- We maintain BUY on Gamuda with our fair value reduced slightly to RM5.75/share (from RM5.80/share previously). This pegs the stock at an unchanged 5% discount to its estimated NAV, as we trim its FY15F earnings by 6% (FY16F: -1).
- Continuing the trend for the past three quarters, 3QFY15 net profit fell 12% QoQ on lower billings from the civil works portion of the MRT Line 1 as it reaches the tail-end. Tunneling works have been fully completed. In terms of progress for MRT 1, the overall underground and elevated portions are about 68% and 55% completed, respectively.
- We remain upbeat on Gamuda’s order book prospects moving into FY16F. Specifically, we expect the MMC-Gamuda JV to be at the forefront to clinch the tunneling contract for the MRT Line 2 (MRT 2).
- From what we gather, the pre-qualification process for the civil contractors under MRT 2 is on a fast-tracked basis. There are no changes to the timeline – i.e. major awards are due by mid-2016 (tenders: 4Q15). The Project Delivery Partner (PDP) agreement is set to be signed within two months.
- On a similar vein, The Edge Malaysia reported over the weekend that the race to be the PDP for the Penang Transport Master Plan (PTMP) is now down to two, with Gamuda reportedly being one of them.
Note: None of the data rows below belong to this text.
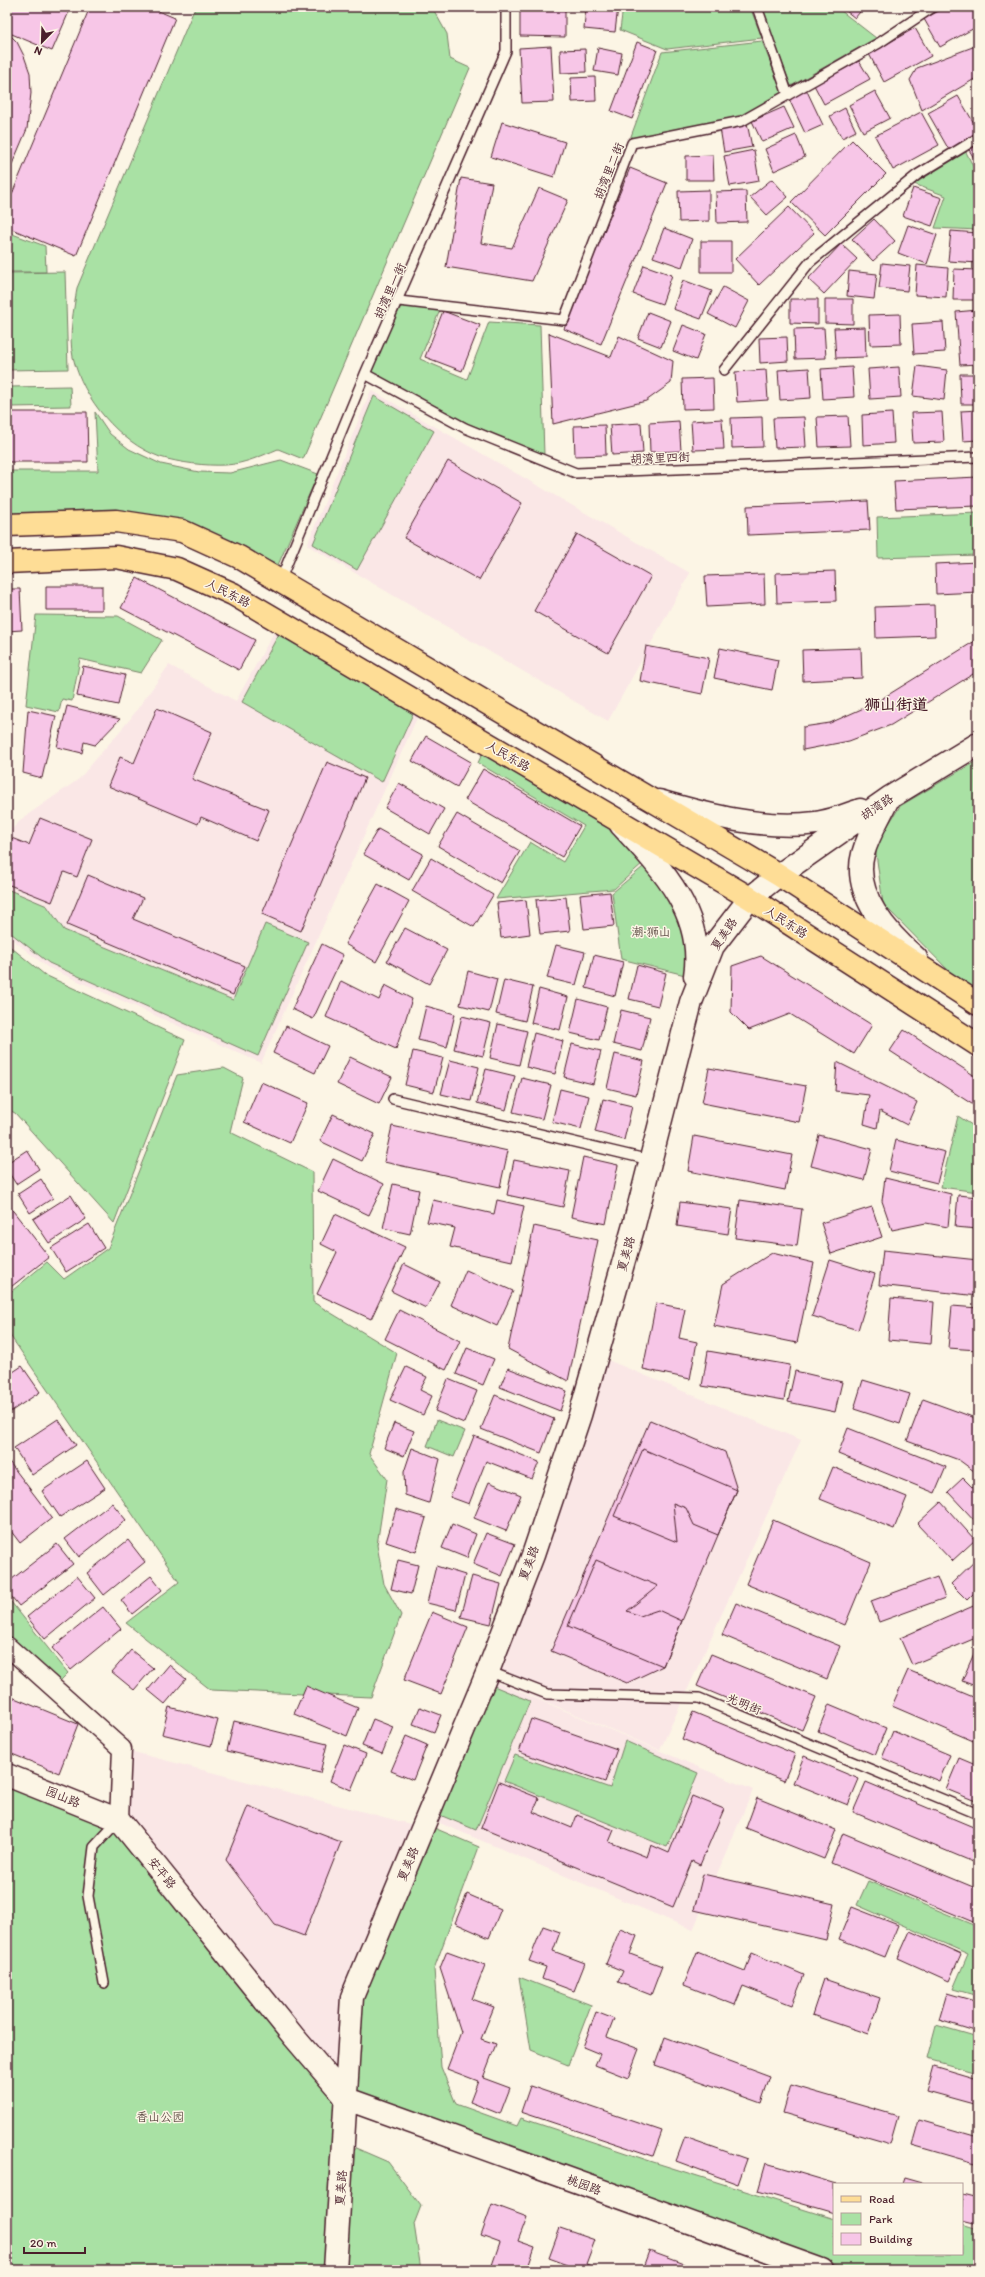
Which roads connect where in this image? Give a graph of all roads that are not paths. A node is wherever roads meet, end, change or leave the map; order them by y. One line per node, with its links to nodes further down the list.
1 (506, 7): 6 (lane, 胡湾里一街)
2 (756, 7): 4 (lane)
3 (933, 7): 4 (lane, 胡湾里二街)
4 (788, 94): 6 (lane, 胡湾里二街)
5 (978, 138): 7 (lane)
6 (399, 301): 8 (lane, 胡湾里一街)
7 (724, 370)
8 (365, 374): 9 (lane, 胡湾里四街); 12 (lane, 胡湾里一街)
9 (978, 457)
10 (7, 525): 12 (main road)
11 (7, 562): 16 (main road, 人民东路)
12 (280, 581): 14 (main road)
13 (978, 744): 15 (street, 胡湾路)
14 (647, 797): 15 (street); 17 (main road)
15 (889, 798): 17 (street, 胡湾路); 19 (street)
16 (615, 819): 18 (main road, 人民东路); 20 (street)
17 (779, 875): 18 (street, 夏美路); 19 (main road)
18 (750, 898): 20 (street, 夏美路); 22 (main road, 人民东路)
19 (946, 984): 21 (main road)
20 (691, 1002): 24 (street, 夏美路)
21 (978, 1004)
22 (978, 1045)
23 (393, 1099): 24 (lane)
24 (650, 1160): 26 (street, 夏美路)
25 (7, 1646): 29 (street)
26 (488, 1671): 28 (lane, 光明街); 31 (street, 夏美路)
27 (7, 1775): 29 (street, 园山路)
28 (978, 1814)
29 (119, 1820): 30 (lane); 31 (street, 安平路)
30 (104, 1983)
31 (347, 2099): 32 (street, 夏美路); 33 (street, 桃园路)
32 (335, 2270)
33 (822, 2270)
- For now, our revised FY16F-17F net profit forecasts of RM790mil and RM810mil have not included any potential contributions from MRT 2, PTMP and the newly-acquired landbank in Melbourne and Kota Kinabalu, which imply some headroom for more earnings upgrades.
- While property pre-sales fell 44% YoY to RM280mil (9MFY15: RM810mil), the group remains on track to meet its full-year target of RM1.2bil, we opine. Management is now more sanguine on the property sector’s prospects – the market appears to have bottomed with more visible signs of a recovery next year. A 50% Gamuda led JV has also emerged as the highest bidder for a 3-acre piece of land in Toa Payoh, Singapore.
- The group recently acquired a 19-acre parcel in Kota Kinabalu for RM100mil. It plans to develop 1,500 units of apartments with a GDV of RM710mil over eight years.
- At the same time, the group hopes to resume negotiations on SPLASH pending a resolution on the master agreement between the Federal and Selangor governments. Collectively, Gamuda’s water businesses (Gamuda Water + SPLASH) accounts for RM0.57/share or ~9% of its SOP. Gamuda’s foreign shareholding level stood at ~27% as at the end of last month (early May: 29%).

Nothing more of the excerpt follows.